Anni fa, seguendo la regola anche Bukowski ha fatto il postino, risposi a un annuncio per “impiego creativo in televisione”. Subodoravo un impiego illegale, immorale o indecente, ma mi presentai coraggiosa al colloquio. «Vedrà, è molto semplice, signorina», mi assicurò il neo datore-muso da faina, a contratto firmato. «La nostra emittente televisiva manderà in onda alcune televendite, i clienti chiameranno un numero verde, lei risponderà al centralino e annoterà i loro ordini». Creativo quanto il diritto tributario, ma abbordabile.
A me toccò il turno della Turbo Scopa Elettrica, molto ambita dopo i Tappeti Persiani di Nylon e la Mutanda Effetto Ottico Dimagrante. Rispondevo al telefono tenendo sotto mano un manuale di istruzioni/manutenzione della Turbo Scopa, nei ritagli di tempo potevo masticare gomme e mettermi lo smalto. Mi limitavo a dire «Turbo Scopa, sono Silvia», il resto lo facevano loro.
«Buongiorno, vorrei sapere perché al supermercato di Cinisello Balsamo ho visto la vostra stessa scopa in vendita a dieci euro in meno. Ladri!».
«Salve, vorrei comprare la scopa, ma mio marito non vuole. Cosa mi consiglia?»
«Buongiorno, la vostra scopa ha appena preso fuoco. Da sola, in cucina. No, non era attaccata alla corrente, è proprio esplosa. Allora, senta, volevo sapere… come si fa a denunciarvi?»
«Signorina, è lei quella dentro la tv? Si sposti dallo schermo che non riesco a vedere bene la scopa.
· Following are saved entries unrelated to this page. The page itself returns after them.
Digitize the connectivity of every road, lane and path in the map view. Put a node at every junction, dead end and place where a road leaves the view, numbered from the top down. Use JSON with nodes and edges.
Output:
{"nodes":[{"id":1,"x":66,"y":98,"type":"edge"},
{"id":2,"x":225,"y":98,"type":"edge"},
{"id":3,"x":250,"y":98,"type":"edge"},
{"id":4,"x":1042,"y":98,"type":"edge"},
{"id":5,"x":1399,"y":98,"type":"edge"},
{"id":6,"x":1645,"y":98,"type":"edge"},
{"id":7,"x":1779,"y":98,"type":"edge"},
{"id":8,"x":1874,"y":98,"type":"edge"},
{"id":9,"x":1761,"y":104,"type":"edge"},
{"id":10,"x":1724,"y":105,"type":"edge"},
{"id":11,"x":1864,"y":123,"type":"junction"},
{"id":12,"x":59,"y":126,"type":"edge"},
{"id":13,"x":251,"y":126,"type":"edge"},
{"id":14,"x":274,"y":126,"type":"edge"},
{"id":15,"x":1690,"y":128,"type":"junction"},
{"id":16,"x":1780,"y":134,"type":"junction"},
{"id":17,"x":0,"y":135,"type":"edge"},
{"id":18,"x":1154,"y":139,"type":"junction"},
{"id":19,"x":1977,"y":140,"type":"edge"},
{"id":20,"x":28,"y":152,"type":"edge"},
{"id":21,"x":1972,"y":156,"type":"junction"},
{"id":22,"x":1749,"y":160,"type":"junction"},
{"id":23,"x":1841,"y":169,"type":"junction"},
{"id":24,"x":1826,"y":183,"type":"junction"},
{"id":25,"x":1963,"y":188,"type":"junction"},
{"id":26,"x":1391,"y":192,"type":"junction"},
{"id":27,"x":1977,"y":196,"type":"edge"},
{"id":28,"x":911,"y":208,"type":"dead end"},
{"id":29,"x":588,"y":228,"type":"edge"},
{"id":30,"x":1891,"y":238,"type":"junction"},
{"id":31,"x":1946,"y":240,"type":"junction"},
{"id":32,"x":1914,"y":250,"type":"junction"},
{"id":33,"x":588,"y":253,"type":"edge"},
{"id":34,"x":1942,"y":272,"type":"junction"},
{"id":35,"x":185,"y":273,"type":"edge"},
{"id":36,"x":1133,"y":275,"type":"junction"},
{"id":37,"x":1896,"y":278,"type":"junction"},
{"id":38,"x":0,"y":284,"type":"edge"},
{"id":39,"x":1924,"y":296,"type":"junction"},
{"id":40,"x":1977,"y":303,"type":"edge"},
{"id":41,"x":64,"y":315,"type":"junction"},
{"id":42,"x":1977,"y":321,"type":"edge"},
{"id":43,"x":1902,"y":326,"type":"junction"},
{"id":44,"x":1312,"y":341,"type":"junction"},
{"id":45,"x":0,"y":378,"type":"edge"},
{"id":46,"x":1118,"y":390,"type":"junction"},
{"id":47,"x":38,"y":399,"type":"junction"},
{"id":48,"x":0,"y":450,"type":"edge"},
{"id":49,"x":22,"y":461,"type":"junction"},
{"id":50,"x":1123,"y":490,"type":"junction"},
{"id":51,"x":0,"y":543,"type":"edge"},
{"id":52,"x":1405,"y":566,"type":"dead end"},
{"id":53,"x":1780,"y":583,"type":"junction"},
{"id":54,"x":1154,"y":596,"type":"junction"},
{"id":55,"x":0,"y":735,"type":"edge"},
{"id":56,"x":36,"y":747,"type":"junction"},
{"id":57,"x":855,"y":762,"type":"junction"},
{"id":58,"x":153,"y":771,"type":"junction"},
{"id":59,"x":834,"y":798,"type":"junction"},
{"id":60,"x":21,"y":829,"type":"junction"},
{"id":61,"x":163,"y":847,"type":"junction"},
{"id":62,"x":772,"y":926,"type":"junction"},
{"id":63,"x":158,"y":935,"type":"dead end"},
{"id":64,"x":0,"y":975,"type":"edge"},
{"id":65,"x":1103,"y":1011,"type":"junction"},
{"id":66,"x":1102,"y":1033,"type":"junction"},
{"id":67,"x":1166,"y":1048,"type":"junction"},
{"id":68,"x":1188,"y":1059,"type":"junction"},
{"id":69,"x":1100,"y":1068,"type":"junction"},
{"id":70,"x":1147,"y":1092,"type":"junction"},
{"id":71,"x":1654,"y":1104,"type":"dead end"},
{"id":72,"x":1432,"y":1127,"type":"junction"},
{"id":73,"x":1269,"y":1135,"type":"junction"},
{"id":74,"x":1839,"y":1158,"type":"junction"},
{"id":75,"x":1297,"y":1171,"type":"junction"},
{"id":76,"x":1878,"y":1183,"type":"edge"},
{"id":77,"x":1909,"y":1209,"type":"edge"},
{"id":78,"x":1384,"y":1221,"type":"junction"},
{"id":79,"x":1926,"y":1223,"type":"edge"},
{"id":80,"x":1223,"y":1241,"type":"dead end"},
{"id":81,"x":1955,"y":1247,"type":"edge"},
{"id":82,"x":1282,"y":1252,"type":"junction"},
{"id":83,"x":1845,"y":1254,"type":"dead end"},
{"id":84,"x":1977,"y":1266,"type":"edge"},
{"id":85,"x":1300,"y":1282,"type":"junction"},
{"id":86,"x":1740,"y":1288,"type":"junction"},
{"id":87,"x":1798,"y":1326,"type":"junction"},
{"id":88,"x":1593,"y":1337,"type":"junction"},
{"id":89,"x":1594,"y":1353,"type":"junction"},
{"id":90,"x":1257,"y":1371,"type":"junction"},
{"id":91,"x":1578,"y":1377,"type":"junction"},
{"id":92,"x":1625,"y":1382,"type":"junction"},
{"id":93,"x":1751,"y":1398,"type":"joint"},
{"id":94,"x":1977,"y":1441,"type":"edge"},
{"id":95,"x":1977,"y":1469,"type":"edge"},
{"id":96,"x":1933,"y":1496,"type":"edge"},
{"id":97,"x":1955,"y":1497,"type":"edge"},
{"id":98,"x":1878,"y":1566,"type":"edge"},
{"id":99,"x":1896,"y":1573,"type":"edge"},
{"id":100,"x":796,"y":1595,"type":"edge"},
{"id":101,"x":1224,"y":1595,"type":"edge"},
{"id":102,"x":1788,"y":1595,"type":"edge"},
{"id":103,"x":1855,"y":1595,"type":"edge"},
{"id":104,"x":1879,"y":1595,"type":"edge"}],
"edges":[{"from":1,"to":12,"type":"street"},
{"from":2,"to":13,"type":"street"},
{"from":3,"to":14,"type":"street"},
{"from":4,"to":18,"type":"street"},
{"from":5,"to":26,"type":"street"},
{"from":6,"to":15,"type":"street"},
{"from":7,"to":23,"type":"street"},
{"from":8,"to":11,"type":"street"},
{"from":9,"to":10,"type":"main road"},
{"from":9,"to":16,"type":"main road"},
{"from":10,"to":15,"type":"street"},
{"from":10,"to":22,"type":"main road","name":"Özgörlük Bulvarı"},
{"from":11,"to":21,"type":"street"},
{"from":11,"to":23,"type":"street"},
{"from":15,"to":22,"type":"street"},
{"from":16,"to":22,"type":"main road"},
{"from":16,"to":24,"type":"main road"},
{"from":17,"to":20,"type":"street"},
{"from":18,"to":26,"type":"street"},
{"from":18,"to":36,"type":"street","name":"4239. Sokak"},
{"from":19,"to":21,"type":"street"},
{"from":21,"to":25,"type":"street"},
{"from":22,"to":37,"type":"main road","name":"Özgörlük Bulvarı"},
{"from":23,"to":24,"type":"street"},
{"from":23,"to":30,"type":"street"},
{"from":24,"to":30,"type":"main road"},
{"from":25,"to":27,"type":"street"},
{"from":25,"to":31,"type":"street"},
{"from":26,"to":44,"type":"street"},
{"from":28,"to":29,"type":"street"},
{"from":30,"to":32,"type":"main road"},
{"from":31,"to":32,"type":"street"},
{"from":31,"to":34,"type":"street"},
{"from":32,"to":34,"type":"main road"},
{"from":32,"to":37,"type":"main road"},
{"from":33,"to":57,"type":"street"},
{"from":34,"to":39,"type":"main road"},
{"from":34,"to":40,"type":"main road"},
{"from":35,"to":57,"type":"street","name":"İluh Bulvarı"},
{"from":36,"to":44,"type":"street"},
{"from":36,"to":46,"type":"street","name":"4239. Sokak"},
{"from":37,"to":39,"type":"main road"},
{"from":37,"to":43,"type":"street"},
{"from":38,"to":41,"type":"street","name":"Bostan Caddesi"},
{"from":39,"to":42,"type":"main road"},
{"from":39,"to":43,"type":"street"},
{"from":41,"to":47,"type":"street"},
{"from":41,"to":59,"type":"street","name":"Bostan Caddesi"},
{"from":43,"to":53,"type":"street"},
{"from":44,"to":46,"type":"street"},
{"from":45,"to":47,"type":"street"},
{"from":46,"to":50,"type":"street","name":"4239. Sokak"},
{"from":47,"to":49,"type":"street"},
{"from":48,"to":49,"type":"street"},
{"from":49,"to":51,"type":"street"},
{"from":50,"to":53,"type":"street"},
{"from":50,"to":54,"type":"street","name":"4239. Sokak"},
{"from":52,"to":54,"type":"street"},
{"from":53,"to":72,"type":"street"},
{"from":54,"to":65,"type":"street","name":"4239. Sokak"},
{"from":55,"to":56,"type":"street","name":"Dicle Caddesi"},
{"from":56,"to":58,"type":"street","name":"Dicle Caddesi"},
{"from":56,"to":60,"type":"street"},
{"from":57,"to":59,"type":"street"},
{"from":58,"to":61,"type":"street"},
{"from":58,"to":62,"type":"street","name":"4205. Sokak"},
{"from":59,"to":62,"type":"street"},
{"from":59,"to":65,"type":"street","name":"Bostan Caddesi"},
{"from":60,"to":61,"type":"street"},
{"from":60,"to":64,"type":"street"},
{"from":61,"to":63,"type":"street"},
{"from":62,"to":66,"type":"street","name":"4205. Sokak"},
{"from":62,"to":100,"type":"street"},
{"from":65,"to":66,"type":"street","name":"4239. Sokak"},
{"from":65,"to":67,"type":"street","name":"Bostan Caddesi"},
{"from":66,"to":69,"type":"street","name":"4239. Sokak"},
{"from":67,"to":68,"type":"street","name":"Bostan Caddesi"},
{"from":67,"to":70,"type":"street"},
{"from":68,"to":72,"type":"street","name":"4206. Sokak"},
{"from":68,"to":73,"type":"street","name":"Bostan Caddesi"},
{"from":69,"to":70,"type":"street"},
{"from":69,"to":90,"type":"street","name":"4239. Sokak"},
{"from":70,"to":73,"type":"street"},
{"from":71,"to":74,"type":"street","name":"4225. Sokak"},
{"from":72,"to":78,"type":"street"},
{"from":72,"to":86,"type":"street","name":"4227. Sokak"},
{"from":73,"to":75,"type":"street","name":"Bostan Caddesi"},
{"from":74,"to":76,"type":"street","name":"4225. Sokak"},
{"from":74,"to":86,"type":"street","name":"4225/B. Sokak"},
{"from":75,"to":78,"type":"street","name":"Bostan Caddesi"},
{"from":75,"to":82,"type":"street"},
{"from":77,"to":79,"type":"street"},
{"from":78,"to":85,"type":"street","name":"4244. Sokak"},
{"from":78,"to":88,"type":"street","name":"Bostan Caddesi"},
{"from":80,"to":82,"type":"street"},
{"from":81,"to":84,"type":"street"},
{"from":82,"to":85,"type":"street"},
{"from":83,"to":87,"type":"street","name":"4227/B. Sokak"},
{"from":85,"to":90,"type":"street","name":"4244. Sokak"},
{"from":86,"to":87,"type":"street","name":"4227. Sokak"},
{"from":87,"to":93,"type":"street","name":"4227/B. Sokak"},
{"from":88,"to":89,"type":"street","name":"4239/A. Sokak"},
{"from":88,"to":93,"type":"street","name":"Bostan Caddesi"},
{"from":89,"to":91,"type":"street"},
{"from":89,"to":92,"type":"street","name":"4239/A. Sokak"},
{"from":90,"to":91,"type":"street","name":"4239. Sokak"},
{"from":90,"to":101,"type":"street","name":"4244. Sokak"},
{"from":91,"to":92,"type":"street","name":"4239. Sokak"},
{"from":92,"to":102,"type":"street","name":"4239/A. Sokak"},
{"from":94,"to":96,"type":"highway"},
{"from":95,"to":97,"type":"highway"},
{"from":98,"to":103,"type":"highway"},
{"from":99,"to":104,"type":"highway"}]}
Lei me la copre!».
Erano loro a rendere creativo quel lavoro che mi ha succhiato i sabati, è durato poco e mi ha restituita al mondo piena d’amore verso le scope di saggina e dubbi sul conto di Bukowski. Perché io, le voci al telefono, non le dimenticherò mai. Incluso quel ragazzino di otto o nove anni che mi chiamava tutti i giorni per suggerirmi un creativo utilizzo della scopa che non riporterò in questa sede per ragioni di decoro.